DATA UNDER STUDY =
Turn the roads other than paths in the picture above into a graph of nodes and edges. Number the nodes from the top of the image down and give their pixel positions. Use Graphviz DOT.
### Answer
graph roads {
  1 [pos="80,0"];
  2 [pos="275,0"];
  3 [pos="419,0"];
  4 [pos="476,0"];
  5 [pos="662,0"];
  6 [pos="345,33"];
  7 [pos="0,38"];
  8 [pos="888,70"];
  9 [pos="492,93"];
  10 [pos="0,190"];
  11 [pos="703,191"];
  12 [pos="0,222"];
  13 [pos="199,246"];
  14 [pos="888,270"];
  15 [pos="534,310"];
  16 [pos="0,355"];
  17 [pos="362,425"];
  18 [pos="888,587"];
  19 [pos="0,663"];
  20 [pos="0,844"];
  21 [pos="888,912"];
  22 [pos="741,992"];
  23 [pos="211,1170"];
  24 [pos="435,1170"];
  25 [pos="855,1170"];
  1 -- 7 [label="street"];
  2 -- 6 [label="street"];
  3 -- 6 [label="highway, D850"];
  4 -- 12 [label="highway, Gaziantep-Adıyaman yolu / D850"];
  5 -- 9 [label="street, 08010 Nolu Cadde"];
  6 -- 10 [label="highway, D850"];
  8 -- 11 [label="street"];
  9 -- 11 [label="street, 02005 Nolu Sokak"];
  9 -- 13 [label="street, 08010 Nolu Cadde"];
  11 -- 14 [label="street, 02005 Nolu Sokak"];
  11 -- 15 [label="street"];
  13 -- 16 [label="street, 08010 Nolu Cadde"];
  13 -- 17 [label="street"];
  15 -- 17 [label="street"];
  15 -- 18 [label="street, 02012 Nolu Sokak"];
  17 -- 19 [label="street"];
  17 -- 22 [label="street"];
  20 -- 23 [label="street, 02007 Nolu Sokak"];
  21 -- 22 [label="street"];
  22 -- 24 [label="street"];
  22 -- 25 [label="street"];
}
---
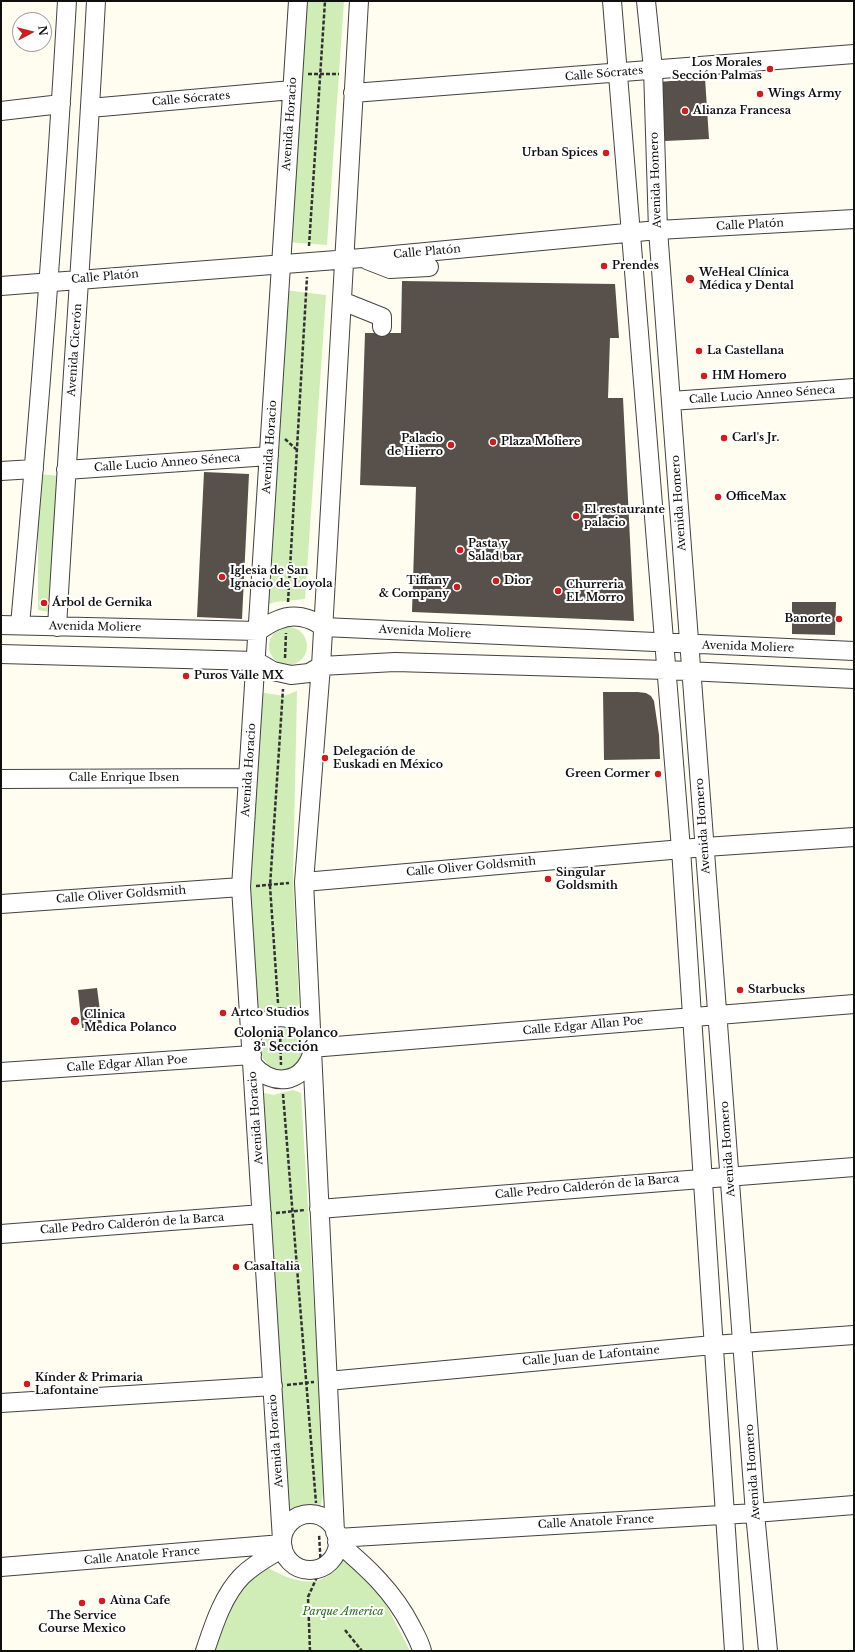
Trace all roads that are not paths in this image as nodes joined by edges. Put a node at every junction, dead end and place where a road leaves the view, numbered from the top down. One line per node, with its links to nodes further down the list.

EXERCISE DESCRIPTION =
Show the lines of the data that hold the word "paths".

RESPONSE TO THIS EXERCISE =
Turn the roads other than paths in the picture above into a graph of nodes and edges. Number the nodes from the top of the image down and give their pixel positions. Use Graphviz DOT.
Trace all roads that are not paths in this image as nodes joined by edges. Put a node at every junction, dead end and place where a road leaves the view, numbered from the top down. One line per node, with its links to nodes further down the list.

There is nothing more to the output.